God knew what He was doing. That’s how I have to think about it. God knew there was trouble ahead and that Mommy could handle it. I have to admit — it was weird grieving over someone I barely knew. I remember going back into my grandmother’s living room to watch television after she and my mother broke the news. I could hear them talking in the kitchen, but it faded into a muffle behind Nick At Nite. I didn’t know what to feel, so I felt nothing. I remember my mind going blank as the black-and-white images flickered on the screen.

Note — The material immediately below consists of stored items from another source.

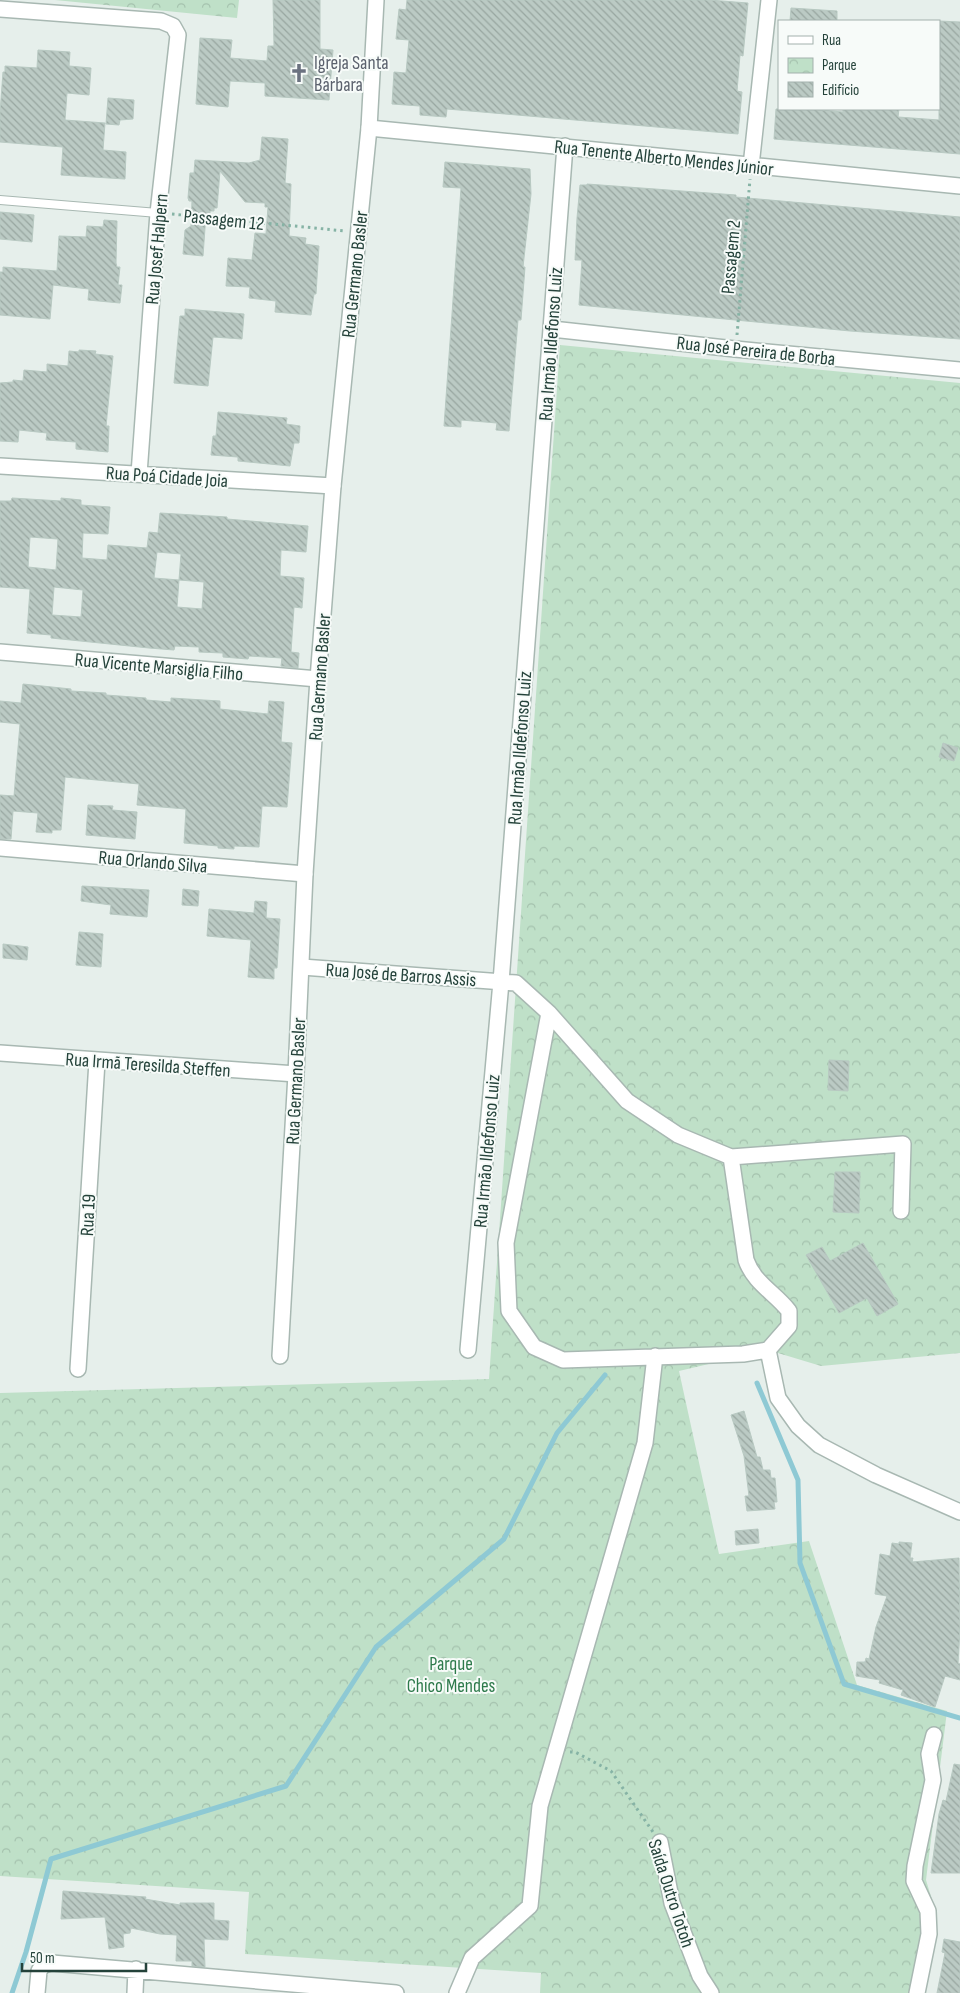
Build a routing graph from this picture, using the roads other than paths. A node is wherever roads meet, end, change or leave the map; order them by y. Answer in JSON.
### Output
{"nodes":[{"id":1,"x":376,"y":0,"type":"edge"},
{"id":2,"x":769,"y":0,"type":"edge"},
{"id":3,"x":0,"y":9,"type":"edge"},
{"id":4,"x":369,"y":128,"type":"junction"},
{"id":5,"x":566,"y":146,"type":"junction"},
{"id":6,"x":752,"y":166,"type":"junction"},
{"id":7,"x":960,"y":186,"type":"edge"},
{"id":8,"x":0,"y":200,"type":"edge"},
{"id":9,"x":158,"y":213,"type":"junction"},
{"id":10,"x":552,"y":329,"type":"junction"},
{"id":11,"x":960,"y":370,"type":"edge"},
{"id":12,"x":0,"y":466,"type":"edge"},
{"id":13,"x":139,"y":474,"type":"junction"},
{"id":14,"x":333,"y":486,"type":"junction"},
{"id":15,"x":0,"y":652,"type":"edge"},
{"id":16,"x":318,"y":679,"type":"junction"},
{"id":17,"x":0,"y":848,"type":"edge"},
{"id":18,"x":306,"y":874,"type":"junction"},
{"id":19,"x":302,"y":967,"type":"junction"},
{"id":20,"x":501,"y":982,"type":"junction"},
{"id":21,"x":549,"y":1013,"type":"junction"},
{"id":22,"x":0,"y":1052,"type":"edge"},
{"id":23,"x":97,"y":1061,"type":"junction"},
{"id":24,"x":296,"y":1074,"type":"junction"},
{"id":25,"x":731,"y":1157,"type":"junction"},
{"id":26,"x":901,"y":1211,"type":"dead end"},
{"id":27,"x":468,"y":1350,"type":"dead end"},
{"id":28,"x":768,"y":1350,"type":"junction"},
{"id":29,"x":280,"y":1356,"type":"dead end"},
{"id":30,"x":655,"y":1356,"type":"junction"},
{"id":31,"x":78,"y":1369,"type":"dead end"},
{"id":32,"x":960,"y":1512,"type":"edge"},
{"id":33,"x":934,"y":1734,"type":"dead end"},
{"id":34,"x":660,"y":1842,"type":"road end"},
{"id":35,"x":136,"y":1969,"type":"junction"},
{"id":36,"x":233,"y":1986,"type":"edge"},
{"id":37,"x":324,"y":1990,"type":"edge"},
{"id":38,"x":37,"y":1993,"type":"edge"},
{"id":39,"x":135,"y":1993,"type":"edge"},
{"id":40,"x":396,"y":1993,"type":"edge"},
{"id":41,"x":457,"y":1993,"type":"edge"},
{"id":42,"x":711,"y":1993,"type":"edge"},
{"id":43,"x":917,"y":1993,"type":"edge"}],
"edges":[{"from":1,"to":4,"type":"street","name":"Rua Germano Basler"},
{"from":2,"to":6,"type":"street"},
{"from":3,"to":9,"type":"street","name":"Rua Josef Halpern"},
{"from":4,"to":5,"type":"street","name":"Rua Tenente Alberto Mendes Júnior"},
{"from":4,"to":14,"type":"street","name":"Rua Germano Basler"},
{"from":5,"to":6,"type":"street","name":"Rua Tenente Alberto Mendes Júnior"},
{"from":5,"to":10,"type":"street","name":"Rua Irmão Ildefonso Luiz"},
{"from":6,"to":7,"type":"street","name":"Rua Tenente Alberto Mendes Júnior"},
{"from":8,"to":9,"type":"lane","name":"Passagem 12"},
{"from":9,"to":13,"type":"street","name":"Rua Josef Halpern"},
{"from":10,"to":11,"type":"street","name":"Rua José Pereira de Borba"},
{"from":10,"to":20,"type":"street","name":"Rua Irmão Ildefonso Luiz"},
{"from":12,"to":13,"type":"street","name":"Rua Poá Cidade Joia"},
{"from":13,"to":14,"type":"street","name":"Rua Poá Cidade Joia"},
{"from":14,"to":16,"type":"street","name":"Rua Germano Basler"},
{"from":15,"to":16,"type":"street","name":"Rua Vicente Marsiglia Filho"},
{"from":16,"to":18,"type":"street","name":"Rua Germano Basler"},
{"from":17,"to":18,"type":"street","name":"Rua Orlando Silva"},
{"from":18,"to":19,"type":"street","name":"Rua Germano Basler"},
{"from":19,"to":20,"type":"street","name":"Rua José de Barros Assis"},
{"from":19,"to":24,"type":"street","name":"Rua Germano Basler"},
{"from":20,"to":21,"type":"street","name":"Rua José de Barros Assis"},
{"from":20,"to":27,"type":"street","name":"Rua Irmão Ildefonso Luiz"},
{"from":21,"to":25,"type":"street","name":"Rua José de Barros Assis"},
{"from":21,"to":30,"type":"street"},
{"from":22,"to":23,"type":"street","name":"Rua Irmã Teresilda Steffen"},
{"from":23,"to":24,"type":"street","name":"Rua Irmã Teresilda Steffen"},
{"from":23,"to":31,"type":"street","name":"Rua 19"},
{"from":24,"to":29,"type":"street","name":"Rua Germano Basler"},
{"from":25,"to":26,"type":"street"},
{"from":25,"to":28,"type":"street"},
{"from":28,"to":30,"type":"street"},
{"from":28,"to":32,"type":"street"},
{"from":30,"to":41,"type":"street"},
{"from":33,"to":43,"type":"street"},
{"from":34,"to":42,"type":"street","name":"Saída Outro Totoh"},
{"from":35,"to":36,"type":"street"},
{"from":35,"to":38,"type":"street"},
{"from":35,"to":39,"type":"street"},
{"from":36,"to":37,"type":"street"},
{"from":37,"to":40,"type":"street"}]}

When I returned to school, a teacher passed out an information sheet for us to complete. I raised my hand when I got to the line that said “father” because I didn’t know what to write. I was only in 2nd or 3rd grade. I learned that day to write the word “deceased” whenever I saw “father” on documents. It was an odd revelation for a kid. I knew the meaning of the word “cease” from the soulful Douglas Miller tune My Soul Has Been Anchored In The Lord, but de-ceased made no sense to me. The prefix was supposed to cancel out the root word, so I thought. Confused, I wrote it anyway because that’s what I was told was proper. That was one of the distinct moments I realized you were gone forever, and a part of me that I would never know went with you.

All in all, I know you would be proud of the woman I have become. I know you would be reading every word I write and we would talk about it over the phone. We would probably laugh a bit too. You just seemed to be that type of guy. I don’t know if we would have seen each other often, but I’m certain we would have talked. I believe you would have tried to make every graduation and tried to call for birthdays. I believe you would have done the best you could. I’ll hold on to that. Forever until.

I love you and thank you for what you’ve given me.